Sweeney is lobbying for a change in the state constitution that would allow commercial real estate to be taxed at a higher rate than residential property. If that change was made, the commercial real estate tax rate alone could be raised to offset cuts in the wage tax. Mayor Kenney supports the plan, Sweeney said. "He views it as a tool."

But City Council does not.

"They're focused on the ability to have commercial properties to pay more, but that money has to go into the general fund," he said. "It's a grow jobs program, not a grow government program."

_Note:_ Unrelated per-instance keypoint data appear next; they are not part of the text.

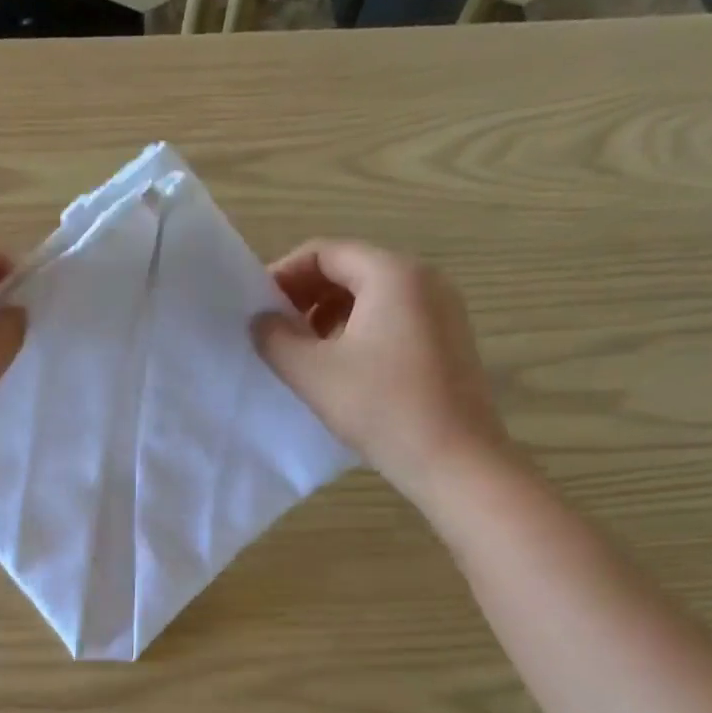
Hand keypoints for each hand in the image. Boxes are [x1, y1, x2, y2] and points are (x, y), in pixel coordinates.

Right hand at [255, 242, 511, 507]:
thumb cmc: (380, 407)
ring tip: (304, 351)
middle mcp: (424, 279)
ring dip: (329, 314)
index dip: (284, 274)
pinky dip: (358, 329)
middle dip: (306, 295)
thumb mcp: (312, 372)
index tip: (257, 307)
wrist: (454, 459)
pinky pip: (393, 317)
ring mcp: (442, 309)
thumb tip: (262, 320)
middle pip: (350, 268)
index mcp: (392, 274)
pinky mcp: (448, 339)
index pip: (325, 252)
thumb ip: (276, 338)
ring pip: (371, 295)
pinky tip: (341, 366)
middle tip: (275, 329)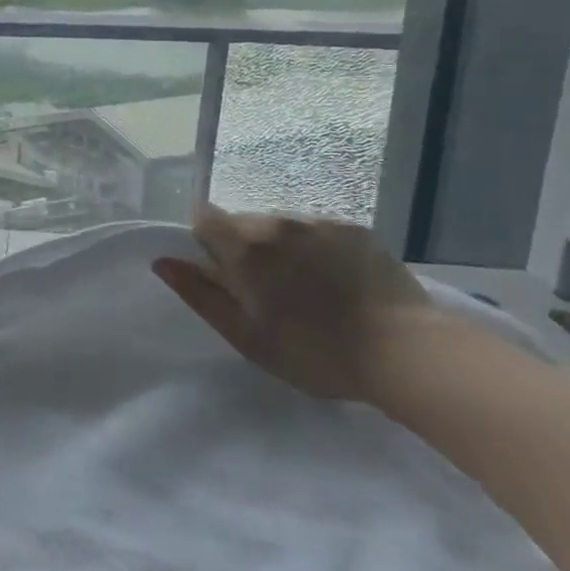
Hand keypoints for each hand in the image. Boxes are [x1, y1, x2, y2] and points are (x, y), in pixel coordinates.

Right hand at [152, 204, 430, 401]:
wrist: (407, 353)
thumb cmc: (313, 352)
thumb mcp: (245, 335)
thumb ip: (199, 295)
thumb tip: (163, 262)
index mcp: (245, 248)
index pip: (204, 218)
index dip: (205, 241)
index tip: (222, 273)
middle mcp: (277, 223)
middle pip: (243, 222)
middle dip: (245, 248)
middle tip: (267, 291)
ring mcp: (320, 223)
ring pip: (281, 226)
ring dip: (281, 248)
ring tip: (307, 288)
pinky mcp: (355, 230)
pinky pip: (318, 231)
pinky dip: (316, 249)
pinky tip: (337, 282)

At the state level, "the response from Philadelphia's house delegation and leadership in Harrisburg is good. The Committee of 70, the African American Chamber and Hispanic Chamber, the Philadelphia Chamber did not support our plan. They feel the break in uniformity is a slippery slope. We've had that forever. It hasn't helped us out too much. Let's pass it at the state level. It doesn't obligate the city to do anything. It makes Philadelphia more competitive to grow jobs.

"Currently, only 19 percent of tax revenue comes from commercial real estate taxes. We get almost 70 percent from taxing wages and businesses. So we think it's great to reset the formula."

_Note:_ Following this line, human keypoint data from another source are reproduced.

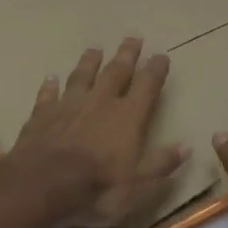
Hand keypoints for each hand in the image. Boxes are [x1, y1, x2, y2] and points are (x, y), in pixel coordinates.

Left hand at [10, 37, 187, 227]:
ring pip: (81, 77)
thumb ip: (161, 164)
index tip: (161, 55)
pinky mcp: (41, 117)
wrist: (41, 187)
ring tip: (94, 49)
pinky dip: (50, 86)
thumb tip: (186, 147)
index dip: (155, 70)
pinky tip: (51, 78)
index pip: (147, 86)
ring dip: (89, 63)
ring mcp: (68, 107)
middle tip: (133, 38)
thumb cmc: (97, 189)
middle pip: (116, 72)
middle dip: (126, 55)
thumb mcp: (138, 186)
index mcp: (128, 117)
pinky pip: (48, 96)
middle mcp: (100, 103)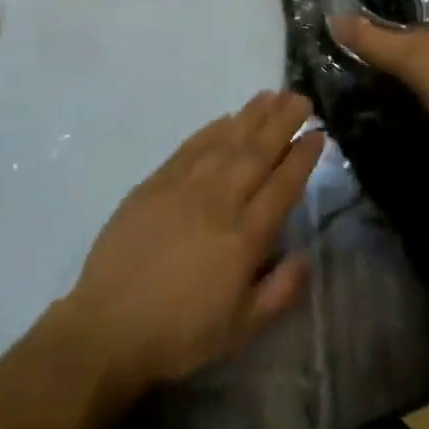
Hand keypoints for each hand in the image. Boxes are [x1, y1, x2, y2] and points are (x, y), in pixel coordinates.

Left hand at [61, 90, 322, 401]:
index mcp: (243, 238)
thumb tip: (308, 257)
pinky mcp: (157, 180)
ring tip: (272, 94)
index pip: (281, 187)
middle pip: (257, 153)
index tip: (318, 133)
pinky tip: (227, 116)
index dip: (302, 158)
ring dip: (252, 115)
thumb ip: (279, 292)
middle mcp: (218, 201)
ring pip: (226, 140)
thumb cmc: (180, 333)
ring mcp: (185, 185)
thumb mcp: (239, 330)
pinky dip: (212, 128)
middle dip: (282, 123)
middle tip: (302, 98)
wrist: (109, 322)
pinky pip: (192, 145)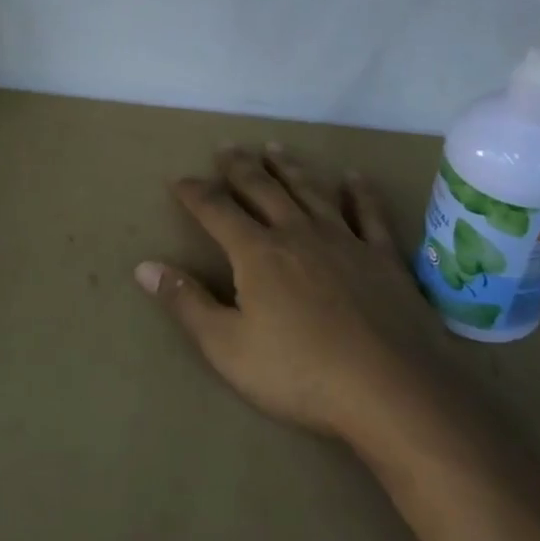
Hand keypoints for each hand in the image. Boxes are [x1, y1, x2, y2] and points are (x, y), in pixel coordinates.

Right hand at [136, 145, 441, 441]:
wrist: (394, 393)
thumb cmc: (301, 374)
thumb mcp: (227, 347)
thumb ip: (186, 303)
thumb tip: (145, 266)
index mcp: (257, 253)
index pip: (216, 210)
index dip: (195, 193)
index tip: (179, 180)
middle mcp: (298, 234)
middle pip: (263, 189)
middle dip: (240, 167)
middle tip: (227, 147)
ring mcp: (345, 242)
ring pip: (311, 191)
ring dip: (290, 167)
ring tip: (275, 147)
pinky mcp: (385, 259)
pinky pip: (369, 215)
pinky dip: (360, 193)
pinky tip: (354, 178)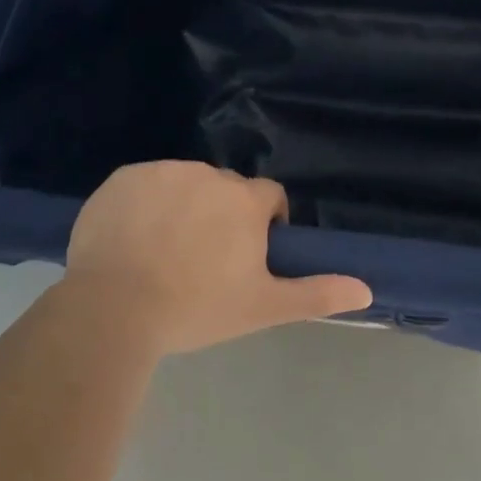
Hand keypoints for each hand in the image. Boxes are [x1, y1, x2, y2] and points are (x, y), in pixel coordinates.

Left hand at [58, 161, 372, 356]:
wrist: (113, 309)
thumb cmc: (196, 307)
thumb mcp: (262, 307)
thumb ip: (316, 293)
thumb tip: (367, 290)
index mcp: (244, 200)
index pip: (269, 198)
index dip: (264, 225)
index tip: (245, 257)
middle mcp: (208, 174)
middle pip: (225, 190)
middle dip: (222, 216)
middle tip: (202, 261)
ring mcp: (162, 171)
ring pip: (184, 184)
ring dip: (183, 207)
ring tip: (163, 252)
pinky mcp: (123, 177)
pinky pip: (144, 184)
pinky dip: (144, 204)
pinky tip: (131, 240)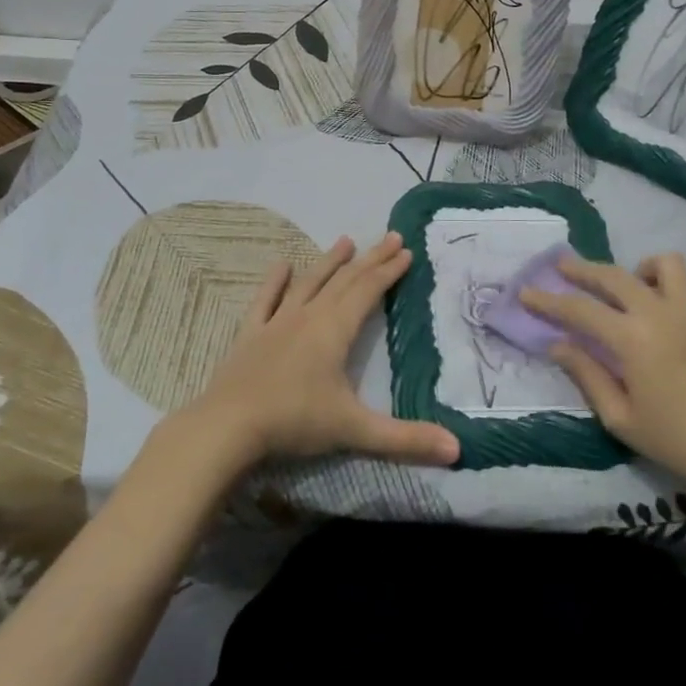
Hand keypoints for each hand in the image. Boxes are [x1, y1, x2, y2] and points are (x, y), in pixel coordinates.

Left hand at [185, 232, 459, 469]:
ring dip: (329, 262)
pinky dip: (274, 282)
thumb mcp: (354, 430)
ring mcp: (277, 322)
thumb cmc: (294, 421)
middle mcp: (308, 317)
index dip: (388, 271)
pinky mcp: (250, 334)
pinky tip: (281, 264)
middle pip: (345, 281)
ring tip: (345, 240)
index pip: (368, 292)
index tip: (406, 251)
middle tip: (390, 236)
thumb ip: (405, 438)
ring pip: (309, 283)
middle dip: (370, 259)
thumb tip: (457, 449)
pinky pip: (265, 300)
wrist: (228, 425)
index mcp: (334, 331)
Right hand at [519, 253, 685, 511]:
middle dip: (581, 269)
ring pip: (660, 263)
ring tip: (626, 288)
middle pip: (612, 275)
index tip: (526, 292)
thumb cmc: (679, 441)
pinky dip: (666, 281)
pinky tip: (660, 305)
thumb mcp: (621, 418)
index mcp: (632, 339)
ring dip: (635, 269)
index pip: (579, 309)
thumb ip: (587, 374)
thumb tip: (557, 344)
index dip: (548, 300)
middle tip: (561, 268)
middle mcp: (660, 311)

Sweeney and Brandywine's proposal would give the city the option to have commercial properties pay 15 percent more than residential properties, as long as that was dedicated to wage and business tax reduction. "It would bring the wage tax down to three percent in 10 years and cut business taxes 50 percent, which would generate 100,000 jobs and $300 million for the school district" over the decade.

But City Council "want that money to go into the general fund," instead of schools, Sweeney said.

In terms of office rental trends, "rents in Philadelphia are low compared to the cost to build. The amount of office inventory in the city today is the same as it was almost 20 years ago. Despite Cira Center and FMC Tower and Comcast buildings, the reality is there were 15 buildings taken out of service due to residential conversions. To build a new building in the city today, you need rents all in the mid $50s" per-square-foot.

"That's a 20 percent premium over what existing stock trades for."

"That's a far cry from other cities. In New York, they're building Hudson Yards, Manhattan West. In Austin we're breaking ground on a high-rise, and rents down there will be in the $55 range. And we'll move rates up during the development cycle."

In the suburbs, King of Prussia could be "a Reston, Virginia, or a Silicon Valley. Simon Properties is investing millions to renovate the mall. Simon, one of the best investors in real estate, sees King of Prussia as a growth vehicle, the potential for the [Septa] rail, which will open up neighborhoods, and that's worthwhile to invest."

"We are constantly around the world selling Philadelphia. One of our first undertakings was this building" in the Cira Center with Amtrak as a partner. Brandywine redeveloped the post office across from 30th Street Station and next will come the University City District in partnership with Drexel University, starting with Drexel Square, a $13 million park and public square outside of the west portico of the train station.

"We think it will be one of the country's best mixed-use innovative communities," Sweeney said. "The city is on the rise."